Tue Jun 13 23:30:08 PDT 2017

On Tue, Jun 13, 2017 at 11:06 PM, David Blaikie <dblaikie at gmail.com> wrote:

>
>
> On Tue, Jun 13, 2017 at 10:05 PM Peter Collingbourne <peter at pcc.me.uk>
> wrote:
>
>> On Tue, Jun 13, 2017 at 8:48 PM, David Blaikie <dblaikie at gmail.com>
>> wrote:
>>
>>>
>>>
>>> On Tue, Jun 13, 2017 at 8:43 PM Peter Collingbourne <peter at pcc.me.uk>
>>> wrote:
>>>
>>>> On Tue, Jun 13, 2017 at 7:54 PM, David Blaikie <dblaikie at gmail.com>
>>>> wrote:
>>>>
>>>>>
>>>>>
>>>>> On Tue, Jun 13, 2017 at 6:34 PM Peter Collingbourne via cfe-dev <
>>>>> cfe-dev at lists.llvm.org> wrote:
>>>>>
>>>>>> On Wed, Jun 7, 2017 at 11:28 PM, Peter Collingbourne <peter at pcc.me.uk
>>>>>> > wrote:
>>>>>>
>>>>>>> On Wed, Jun 7, 2017 at 8:06 PM, Sean Silva <chisophugis at gmail.com>
>>>>>>> wrote:
>>>>>>>
>>>>>>>>
>>>>>>>>
>>>>>>>> On Wed, Jun 7, 2017 at 4:31 PM, Peter Collingbourne <
>>>>>>>> peter at pcc.me.uk> wrote:
>>>>>>>>
>>>>>>>>> On Wed, Jun 7, 2017 at 12:17 AM, Sean Silva <chisophugis at gmail.com
>>>>>>>>> > wrote:
>>>>>>>>>
>>>>>>>>>> Very nice and simple implementation!
>>>>>>>>>>
>>>>>>>>>> Do you have any statistics on how large these odr tables are
>>>>>>>>>> compared to other object file data? I assume that if these tables contain
>>>>>>>>>> full mangled symbol names, they could end up being very large and may want
>>>>>>>>>> to share the symbol name strings with the overall string table in the .o
>>>>>>>>>>
>>>>>>>>>
>>>>>>>>> Looking at Chromium's object files it looks like the total size of
>>>>>>>>> the odrtabs is about 50% of the total size of the object files, which isn't
>>>>>>>>> great. The current implementation only looks at records, so I imagine that
>>>>>>>>> it would be hard to share any of the strings that I'm currently creating.

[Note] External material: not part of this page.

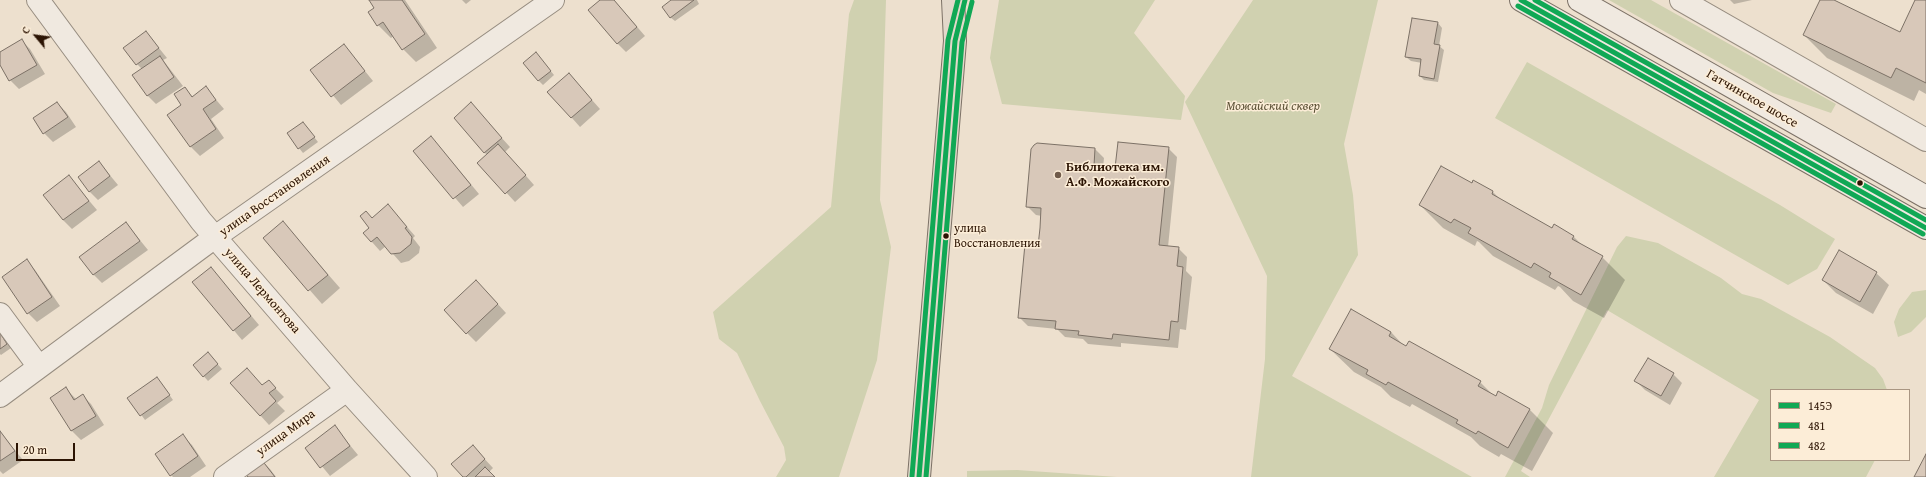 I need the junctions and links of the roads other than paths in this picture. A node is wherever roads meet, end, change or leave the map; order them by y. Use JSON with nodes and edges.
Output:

>>>>>>>>> (I guess it's possible that some types will have a mangled vtable name in
>>>>>>>>> the string table, so we may be able to share a little that way.) Note
>>>>>>>>> however that this was without debug info.
>>>>>>>>>
>>>>>>>>> One option for reducing size would be to
>>>>>>>>> 1) store hashes of ODR names in ODR tables, per Rui's suggestion
>>>>>>>>> (alongside a reference to the name itself in the string table)

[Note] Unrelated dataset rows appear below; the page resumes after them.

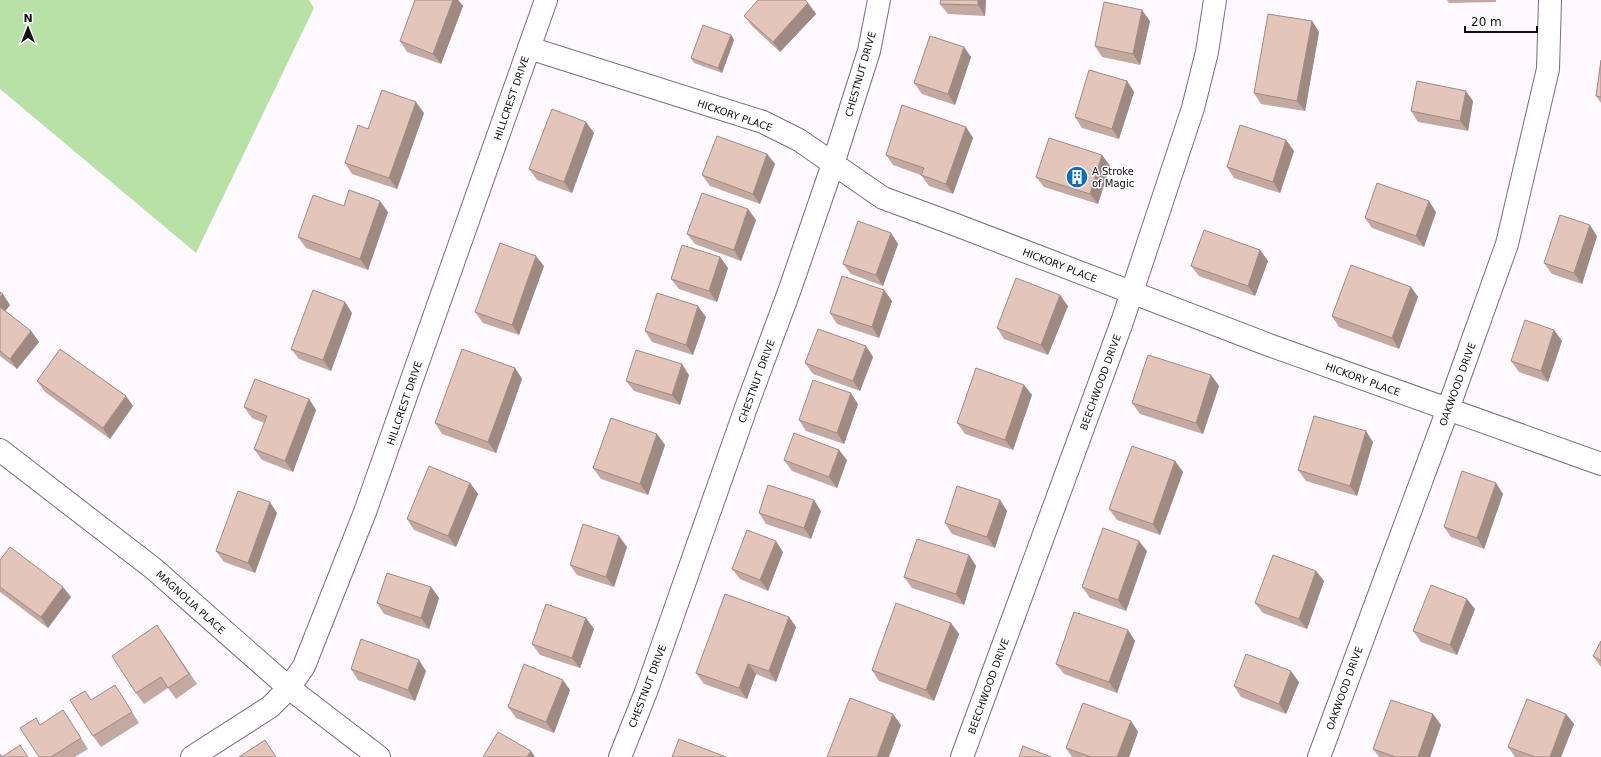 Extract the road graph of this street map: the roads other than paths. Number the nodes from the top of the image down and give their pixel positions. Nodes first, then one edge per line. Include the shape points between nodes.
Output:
1 (546, 0) edge
2 (879, 0) edge
3 (1215, 0) edge
4 (1550, 0) edge
5 (529, 48) junction
6 (833, 164) junction
7 (1132, 292) junction
8 (1448, 409) junction
9 (0, 450) edge
10 (1601, 464) edge
11 (289, 688) junction
12 (192, 757) edge
13 (378, 757) edge
14 (620, 757) edge
15 (962, 757) edge
16 (1319, 757) edge

1 - 5 street, HILLCREST DRIVE
2 - 6 street, CHESTNUT DRIVE via 869,52
3 - 7 street, BEECHWOOD DRIVE via 1207,52 1193,108
4 - 8 street, OAKWOOD DRIVE via 1548,69 1507,244
5 - 6 street, HICKORY PLACE via 763,122 799,140
5 - 11 street, HILLCREST DRIVE via 365,512 304,666
6 - 7 street, HICKORY PLACE via 883,198
6 - 14 street, CHESTNUT DRIVE via 646,692
7 - 8 street, HICKORY PLACE via 1269,345
7 - 15 street, BEECHWOOD DRIVE
8 - 10 street, HICKORY PLACE
8 - 16 street, OAKWOOD DRIVE
9 - 11 street, MAGNOLIA PLACE via 154,569
11 - 12 street, HILLCREST DRIVE via 270,707
11 - 13 street, MAGNOLIA PLACE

>>>>>>>>> 2) compress the string table for the ODR names with a standard
>>>>>>>>> compression algorithm like gzip.
>>>>>>>>> This wouldn't seem to affect link time performance much because I
>>>>>>>>> think we should only need to look at the strings if we see a ODR name hash
>>>>>>>>> match together with an ODR hash mismatch, which would mean an ODR violation
>>>>>>>>> with a high probability (i.e. unless there was an ODR name hash collision,
>>>>>>>>> we have found an ODR violation). If we don't expect a lot of sharing with
>>>>>>>>> regular string tables (see below), it seems even more reasonable.
>>>>>>>>>
>>>>>>>>
>>>>>>>> Neat observation!
>>>>>>>>
>>>>>>>> FWIW, it is a birthday problem type situation though, so for a
>>>>>>>> 32-bit hash, we would expect a collision in about 1 in 2^16 distinct hashes
>>>>>>>> (and 2^16 seems pretty easy to hit in a large project). So 64-bit hashes
>>>>>>>> might be preferable.
>>>>>>>>
>>>>>>>
>>>>>>> Oh right, good point, using a 64-bit hash does seem like a good idea
>>>>>>> here.
>>>>>>>
>>>>>>>
>>>>>>>>
>>>>>>>>> Also, do you have any numbers on the performance of your initial
>>>>>>>>>> implementation?
>>>>>>>>>>
>>>>>>>>>
>>>>>>>>> I measured the link time for chromium's unit_tests (the largest
>>>>>>>>> single binary in chromium) at 5.05s without ODR checks and 6.61s with ODR
>>>>>>>>> checks. So about 30% overhead, but in absolute terms it doesn't seem too
>>>>>>>>> bad. So I think this may be acceptable for an initial implementation, but
>>>>>>>>> it certainly seems worth trying to do better.
>>>>>>>>>
>>>>>>>>
>>>>>>>> I know that things aren't currently apples-to-apples, but how does
>>>>>>>> that compare to gold?
>>>>>>>>
>>>>>>>
>>>>>>> I will measure it.
>>>>>>>
>>>>>>
>>>>>> For that unit_tests binary I measured the overhead at about 5 seconds
>>>>>> (average of 10 runs). That is with debug info, of course.
>>>>>>
>>>>>> W.r.t. LLD and having it always on by default (and hence making it as
>>>>>>>>>> fast as possible), it seems like right now you are implementing the
>>>>>>>>>> checking process with a hash table. That's simple and fine for a first
>>>>>>>>>> implementation, but it's probably worth mentioning in a comment the problem
>>>>>>>>>> of checking the tables, at least from the linker's perspective, does fit
>>>>>>>>>> into a map-reduce pattern and could be easily parallelized if needed. E.g.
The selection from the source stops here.